The baht has declined 1.4 per cent this week, set for its worst loss since September 2015. The cost to insure the nation's debt rose 5 basis points to 106 basis points on Thursday in New York, completing a 23 basis point increase in three days that was the steepest increase in more than three years, according to CMA data. The Thailand ETF climbed 2.7 per cent to US$68.54 in New York, trimming its loss this week to 6.9 per cent.
"The uncertainties and political risks have been more or less priced in," Margaret Yang, an analyst at CMC Markets in Singapore, said by phone after the news. "We may still see some panic selling but I don't expect this to last for very long. Eventually smart money will flow in to support the market."
Thailand's SET Index has fallen 6.1 per cent this week, with 30-day volatility on the gauge climbing on Wednesday to the highest level since January. The baht reached the lowest since January and at one stage was heading for its worst week in a decade.
The SET rose 15 per cent in the first nine months of the year, the most among South-east Asia's major gauges after the Jakarta Composite Index. Stocks entered a bull market in July and reached the highest level in 15 months in August as economic growth accelerated and emerging-market assets rallied.
Thailand's banks and the stock exchange will open as usual Friday.
"We will open as usual unless they subsequently ask us to close," Stock Exchange of Thailand president Kesara Manchusree said late Thursday by phone from Bangkok.
Equities had also been aided as stimulus measures to help shield the country from China's economic slowdown made the nation's shares a haven for overseas funds. Foreign investors have poured US$3.8 billion into Thai equities this year, the biggest inflow in South-east Asia, according to data compiled by Bloomberg.

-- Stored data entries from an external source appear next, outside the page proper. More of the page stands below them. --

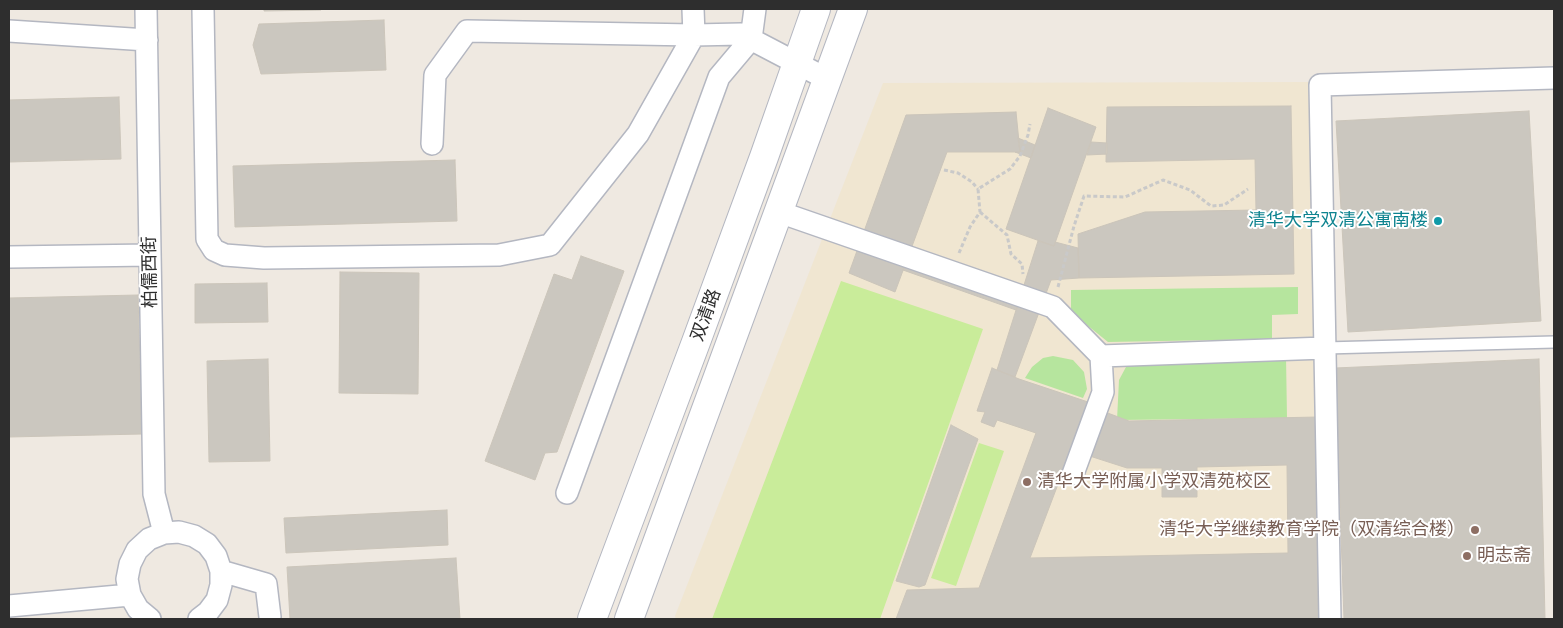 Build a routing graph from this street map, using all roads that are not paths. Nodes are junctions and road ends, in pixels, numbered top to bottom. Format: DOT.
graph roads {
  1 [pos="146,9"];
  2 [pos="203,9"];
  3 [pos="693,9"];
  4 [pos="755,9"];
  5 [pos="816,9"];
  6 [pos="853,9"];
  7 [pos="9,31"];
  8 [pos="694,35"];
  9 [pos="751,39"];
  10 [pos="147,40"];
  11 [pos="796,63"];
  12 [pos="827,78"];
  13 [pos="1554,78"];
  14 [pos="432,144"];
  15 [pos="779,212"];
  16 [pos="150,255"];
  17 [pos="9,257"];
  18 [pos="1554,342"];
  19 [pos="1325,348"];
  20 [pos="1101,356"];
  21 [pos="1073,474"];
  22 [pos="567,494"];
  23 [pos="164,533"];
  24 [pos="221,570"];
  25 [pos="130,595"];
  26 [pos="9,606"];
  27 [pos="270,617"];
  28 [pos="150,619"];
  29 [pos="198,619"];
  30 [pos="592,619"];
  31 [pos="629,619"];
  32 [pos="1330,619"];
  1 -- 10 [label="street, 柏儒西街"];
  2 -- 8 [label="street"];
  3 -- 8 [label="street"];
  4 -- 9 [label="street"];
  5 -- 11 [label="main road, 双清路"];
  6 -- 12 [label="main road, 双清路"];
  7 -- 10 [label="street"];
  8 -- 9 [label="street"];
  8 -- 14 [label="street"];
  9 -- 11 [label="street"];
  9 -- 22 [label="street"];
  10 -- 16 [label="street, 柏儒西街"];
  11 -- 12 [label="street"];
  11 -- 30 [label="main road, 双清路"];
  12 -- 15 [label="main road, 双清路"];
  13 -- 19 [label="street"];
  15 -- 20 [label="street"];
  15 -- 31 [label="main road, 双清路"];
  16 -- 17 [label="street"];
  16 -- 23 [label="street, 柏儒西街"];
  18 -- 19 [label="lane"];
  19 -- 20 [label="street"];
  19 -- 32 [label="street"];
  20 -- 21 [label="street"];
  23 -- 24 [label="street"];
  23 -- 25 [label="street"];
  24 -- 27 [label="street"];
  24 -- 29 [label="street"];
  25 -- 26 [label="street"];
  25 -- 28 [label="street"];
}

"Thailand's economic fundamentals remain unaffected, which should help it to weather this storm," Jingyi Pan, a Singapore-based strategist at IG Asia Pte Ltd, said by e-mail before the announcement. "The military government which has overseen the economy during a period of increasing GDP growth, could help to guide the country through the period."

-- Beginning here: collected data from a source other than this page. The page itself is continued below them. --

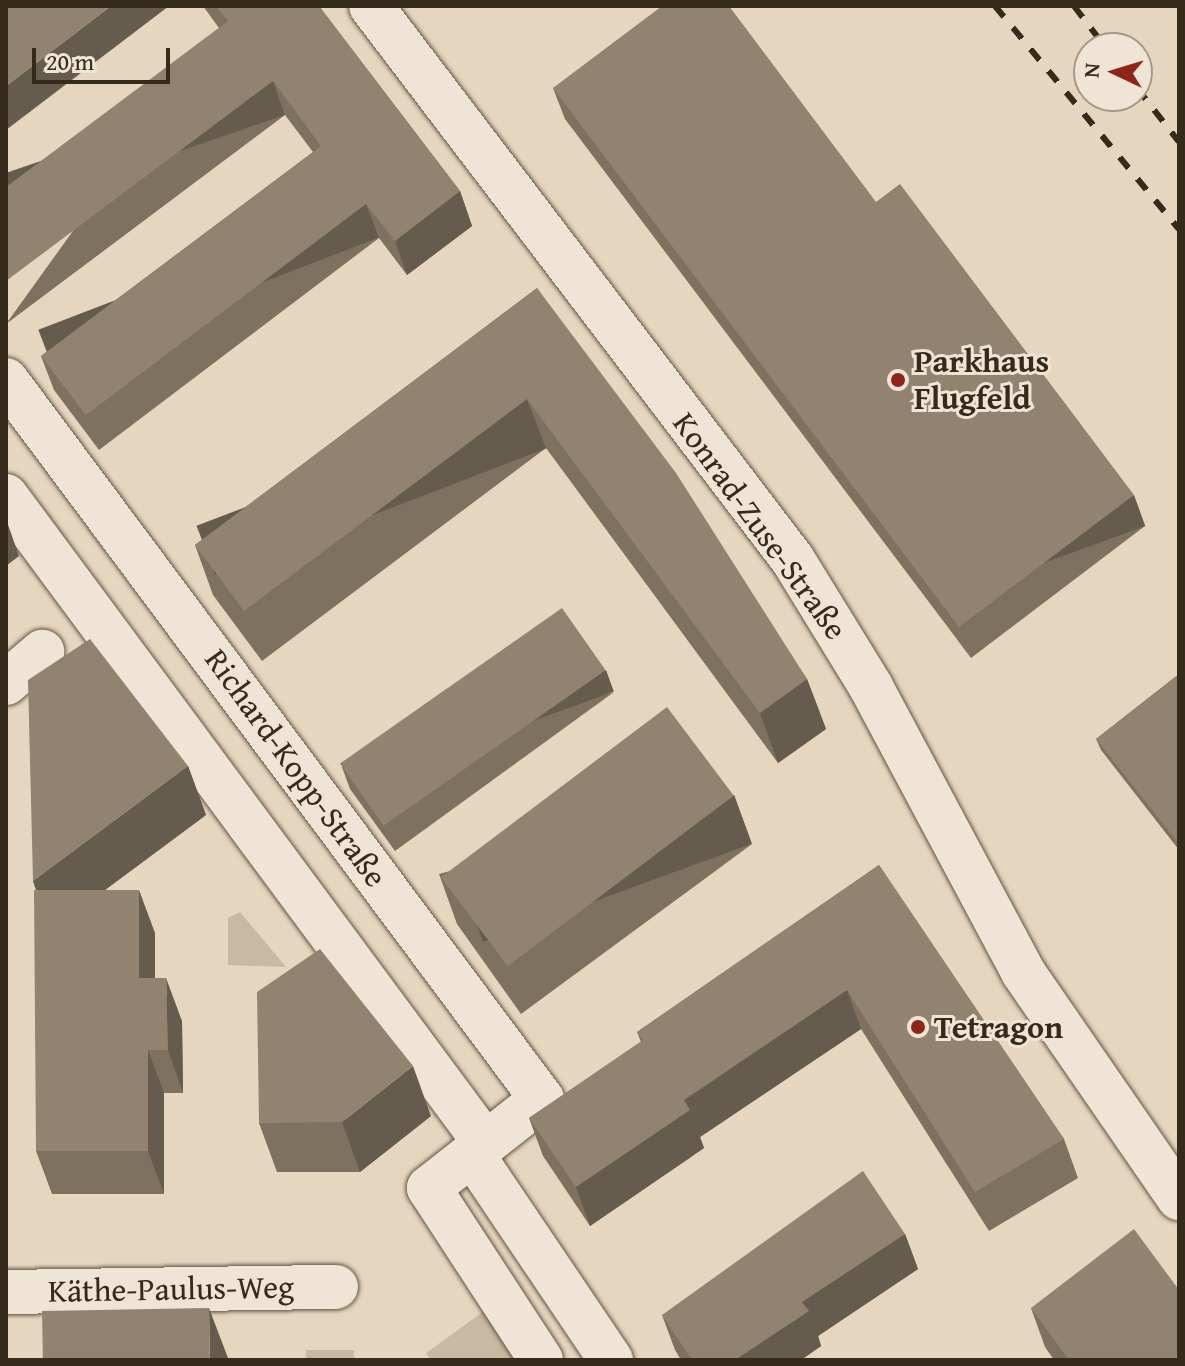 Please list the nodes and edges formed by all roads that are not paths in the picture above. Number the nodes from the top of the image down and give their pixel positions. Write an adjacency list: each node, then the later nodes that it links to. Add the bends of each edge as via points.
1 (371, 6): 7 (street, Konrad-Zuse-Straße, via 793,560 871,687 1023,972)
2 (6, 380): 6 (street, Richard-Kopp-Straße, via 542,1099)
3 (6, 496): 6 (street)
4 (42, 652): 5 (street)
5 (6, 683)
6 (479, 1149): 10 (street, Richard-Kopp-Straße, via 429,1188); 11 (street)
7 (1179, 1198)
8 (336, 1287): 9 (street, Käthe-Paulus-Weg)
9 (6, 1292)
10 (541, 1360)
11 (611, 1360)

Global funds pulled more than US$950 million from Thai bonds in four straight days of selling, heading for the largest weekly outflows since May 2013. The nation's 10-year government yield rose this week to 2.32 per cent, the highest since January.
The nation's bond market had been struggling even before the king's health spurred further declines, as higher oil prices threatened to spur inflation and prompting traders to price in chances for a Bank of Thailand interest-rate increase.
Thailand's sovereign notes have slumped 2.1 per cent in the past six months, compared with gains of more than 6 per cent in India and Indonesia and a 2.9 per cent advance in Malaysia.
South-east Asia's second-biggest economy may grow as much as 3.5 per cent in 2016 from 3.2 per cent last year on the government's accelerating spending, according to the National Economic and Social Development Board. Prime Minister Prayuth Chan-Ocha, who took power in a May 2014 military coup, has issued a series of economic stimulus measures valued at more than 645 billion baht (S$25 billion) since September 2015 to help shore up local demand.
Soo Hai Lim, investment director at Baring Asset Management (Asia) Ltd in Hong Kong, says there's a potential buying opportunity.
"A lot of people are nervous about the situation," he said. "It is something that investors cannot dismiss outright but with the military in charge, the situation in Thailand should be manageable. Quite a number of companies are still delivering quite good growth despite the challenging macro economic environment. This incident is unfortunate but it's something we're aware of. The king has been sick for a while."